> [EXTRACTED DATA]:
════════════════

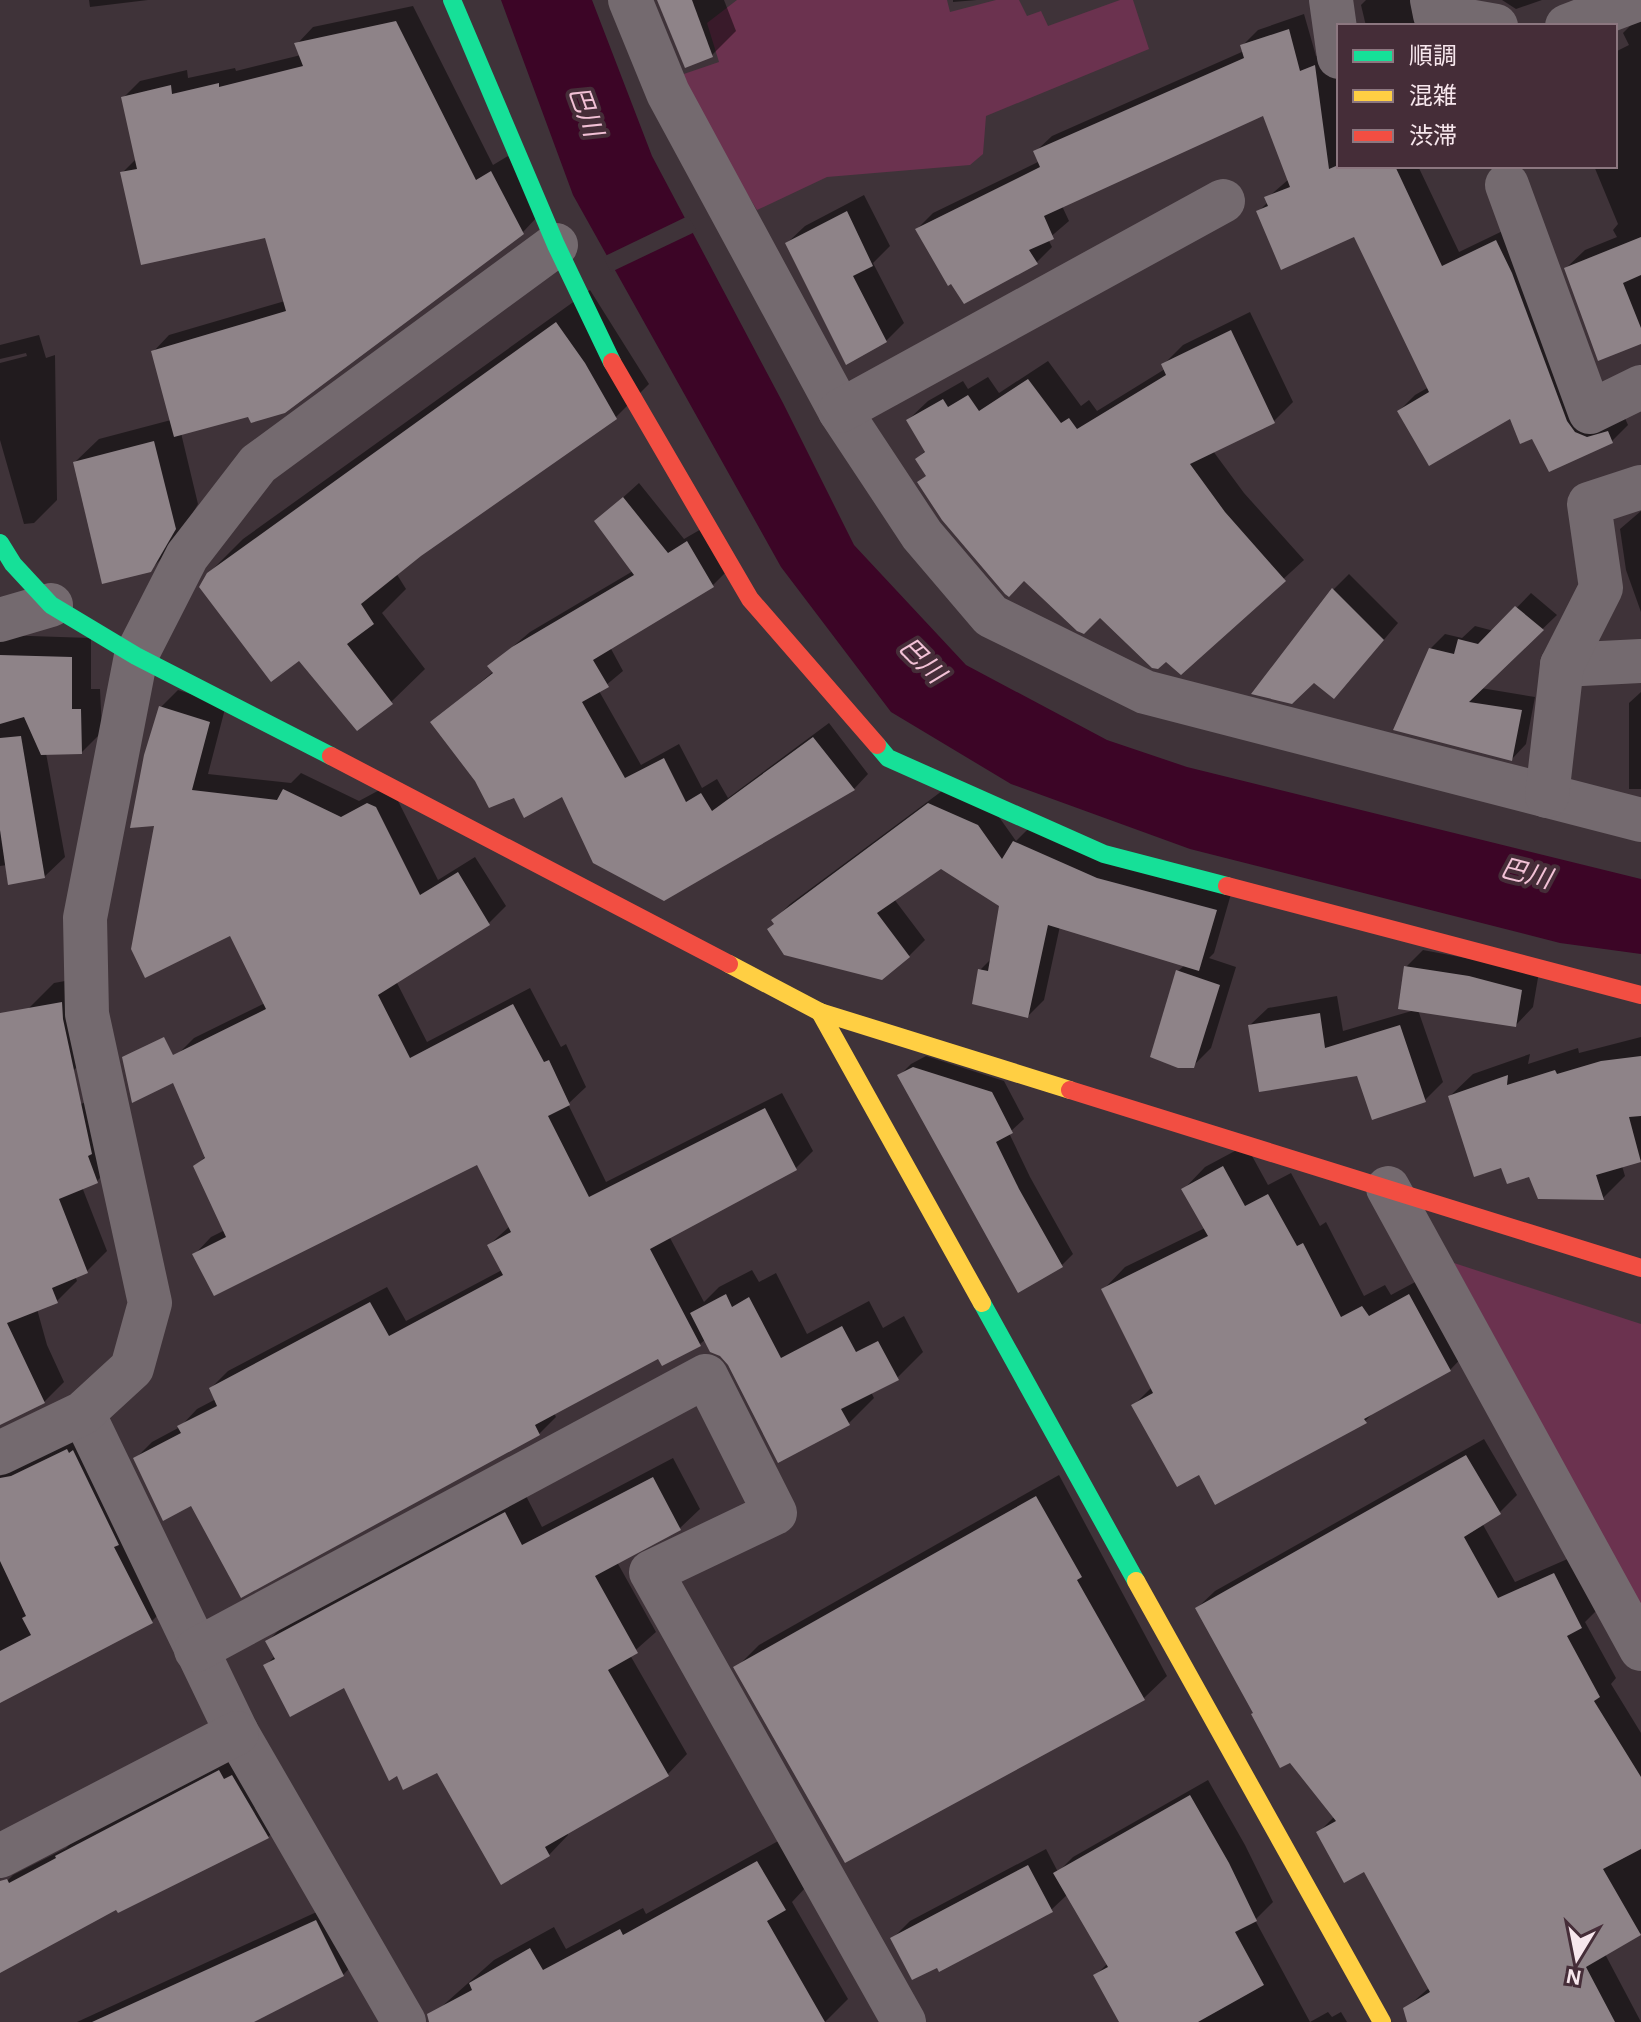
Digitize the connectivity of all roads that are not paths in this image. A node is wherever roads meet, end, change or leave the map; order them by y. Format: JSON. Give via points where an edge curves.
{"nodes":[{"id":1,"x":452,"y":0,"type":"edge"},
{"id":2,"x":630,"y":0,"type":"edge"},
{"id":3,"x":1331,"y":0,"type":"edge"},
{"id":4,"x":1432,"y":0,"type":"edge"},
{"id":5,"x":1636,"y":0,"type":"edge"},
{"id":6,"x":1485,"y":24,"type":"edge"},
{"id":7,"x":1572,"y":24,"type":"edge"},
{"id":8,"x":1337,"y":43,"type":"edge"},
{"id":9,"x":1507,"y":185,"type":"dead end"},
{"id":10,"x":1223,"y":201,"type":"dead end"},
{"id":11,"x":556,"y":245,"type":"junction"},
{"id":12,"x":1641,"y":387,"type":"edge"},
{"id":13,"x":840,"y":411,"type":"junction"},
{"id":14,"x":1641,"y":487,"type":"edge"},
{"id":15,"x":0,"y":543,"type":"edge"},
{"id":16,"x":51,"y":605,"type":"junction"},
{"id":17,"x":0,"y":620,"type":"edge"},
{"id":18,"x":136,"y":656,"type":"junction"},
{"id":19,"x":1641,"y":661,"type":"edge"},
{"id":20,"x":1562,"y":665,"type":"junction"},
{"id":21,"x":1547,"y":796,"type":"junction"},
{"id":22,"x":1641,"y":820,"type":"edge"},
{"id":23,"x":1641,"y":995,"type":"edge"},
{"id":24,"x":820,"y":1012,"type":"junction"},
{"id":25,"x":1388,"y":1188,"type":"junction"},
{"id":26,"x":1641,"y":1268,"type":"edge"},
{"id":27,"x":83,"y":1413,"type":"junction"},
{"id":28,"x":0,"y":1453,"type":"edge"},
{"id":29,"x":1641,"y":1649,"type":"edge"},
{"id":30,"x":196,"y":1650,"type":"junction"},
{"id":31,"x":237,"y":1733,"type":"junction"},
{"id":32,"x":0,"y":1856,"type":"edge"},
{"id":33,"x":404,"y":2022,"type":"edge"},
{"id":34,"x":904,"y":2022,"type":"edge"},
{"id":35,"x":1382,"y":2022,"type":"edge"}],
"edges":[{"from":1,"to":11,"type":"street"},
{"from":2,"to":13,"type":"street","via":[[668,93]]},
{"from":3,"to":8,"type":"street"},
{"from":4,"to":6,"type":"street","via":[[1435,15]]},
{"from":5,"to":7,"type":"street"},
{"from":9,"to":12,"type":"street","via":[[1590,412]]},
{"from":10,"to":13,"type":"street"},
{"from":11,"to":18,"type":"street","via":[[258,464],[187,556]]},
{"from":11,"to":23,"type":"street","via":[[611,360],[750,599],[888,758],[1104,854]]},
{"from":13,"to":21,"type":"street","via":[[922,535],[991,616],[1145,692]]},
{"from":14,"to":20,"type":"street","via":[[1589,504],[1601,588]]},
{"from":15,"to":16,"type":"street"},
{"from":16,"to":17,"type":"street"},
{"from":16,"to":18,"type":"street"},
{"from":18,"to":24,"type":"street"},
{"from":18,"to":27,"type":"street","via":[[85,918],[87,1014],[150,1303],[132,1368]]},
{"from":19,"to":20,"type":"street"},
{"from":20,"to":21,"type":"street"},
{"from":21,"to":22,"type":"street"},
{"from":24,"to":25,"type":"street"},
{"from":24,"to":35,"type":"street"},
{"from":25,"to":26,"type":"street"},
{"from":25,"to":29,"type":"street"},
{"from":27,"to":28,"type":"street"},
{"from":27,"to":30,"type":"street"},
{"from":30,"to":31,"type":"street"},
{"from":30,"to":34,"type":"street","via":[[706,1376],[775,1513],[651,1572]]},
{"from":31,"to":32,"type":"street"},
{"from":31,"to":33,"type":"street"}]}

════════════════

> [TASK DIRECTIONS]: Nothing may be altered when you restate the records, but every picture must be dropped.

> [THE ANSWER]:
Digitize the connectivity of all roads that are not paths in this image. A node is wherever roads meet, end, change or leave the map; order them by y. Format: JSON. Give via points where an edge curves.
{"nodes":[{"id":1,"x":452,"y":0,"type":"edge"},
{"id":2,"x":630,"y":0,"type":"edge"},
{"id":3,"x":1331,"y":0,"type":"edge"},
{"id":4,"x":1432,"y":0,"type":"edge"},
{"id":5,"x":1636,"y":0,"type":"edge"},
{"id":6,"x":1485,"y":24,"type":"edge"},
{"id":7,"x":1572,"y":24,"type":"edge"},
{"id":8,"x":1337,"y":43,"type":"edge"},
{"id":9,"x":1507,"y":185,"type":"dead end"},
{"id":10,"x":1223,"y":201,"type":"dead end"},
{"id":11,"x":556,"y":245,"type":"junction"},
{"id":12,"x":1641,"y":387,"type":"edge"},
{"id":13,"x":840,"y":411,"type":"junction"},
{"id":14,"x":1641,"y":487,"type":"edge"},
{"id":15,"x":0,"y":543,"type":"edge"},
{"id":16,"x":51,"y":605,"type":"junction"},
{"id":17,"x":0,"y":620,"type":"edge"},
{"id":18,"x":136,"y":656,"type":"junction"},
{"id":19,"x":1641,"y":661,"type":"edge"},
{"id":20,"x":1562,"y":665,"type":"junction"},
{"id":21,"x":1547,"y":796,"type":"junction"},
{"id":22,"x":1641,"y":820,"type":"edge"},
{"id":23,"x":1641,"y":995,"type":"edge"},
{"id":24,"x":820,"y":1012,"type":"junction"},
{"id":25,"x":1388,"y":1188,"type":"junction"},
{"id":26,"x":1641,"y":1268,"type":"edge"},
{"id":27,"x":83,"y":1413,"type":"junction"},
{"id":28,"x":0,"y":1453,"type":"edge"},
{"id":29,"x":1641,"y":1649,"type":"edge"},
{"id":30,"x":196,"y":1650,"type":"junction"},
{"id":31,"x":237,"y":1733,"type":"junction"},
{"id":32,"x":0,"y":1856,"type":"edge"},
{"id":33,"x":404,"y":2022,"type":"edge"},
{"id":34,"x":904,"y":2022,"type":"edge"},
{"id":35,"x":1382,"y":2022,"type":"edge"}],
"edges":[{"from":1,"to":11,"type":"street"},
{"from":2,"to":13,"type":"street","via":[[668,93]]},
{"from":3,"to":8,"type":"street"},
{"from":4,"to":6,"type":"street","via":[[1435,15]]},
{"from":5,"to":7,"type":"street"},
{"from":9,"to":12,"type":"street","via":[[1590,412]]},
{"from":10,"to":13,"type":"street"},
{"from":11,"to":18,"type":"street","via":[[258,464],[187,556]]},
{"from":11,"to":23,"type":"street","via":[[611,360],[750,599],[888,758],[1104,854]]},
{"from":13,"to":21,"type":"street","via":[[922,535],[991,616],[1145,692]]},
{"from":14,"to":20,"type":"street","via":[[1589,504],[1601,588]]},
{"from":15,"to":16,"type":"street"},
{"from":16,"to":17,"type":"street"},
{"from":16,"to":18,"type":"street"},
{"from":18,"to":24,"type":"street"},
{"from":18,"to":27,"type":"street","via":[[85,918],[87,1014],[150,1303],[132,1368]]},
{"from":19,"to":20,"type":"street"},
{"from":20,"to":21,"type":"street"},
{"from":21,"to":22,"type":"street"},
{"from":24,"to":25,"type":"street"},
{"from":24,"to":35,"type":"street"},
{"from":25,"to":26,"type":"street"},
{"from":25,"to":29,"type":"street"},
{"from":27,"to":28,"type":"street"},
{"from":27,"to":30,"type":"street"},
{"from":30,"to":31,"type":"street"},
{"from":30,"to":34,"type":"street","via":[[706,1376],[775,1513],[651,1572]]},
{"from":31,"to":32,"type":"street"},
{"from":31,"to":33,"type":"street"}]}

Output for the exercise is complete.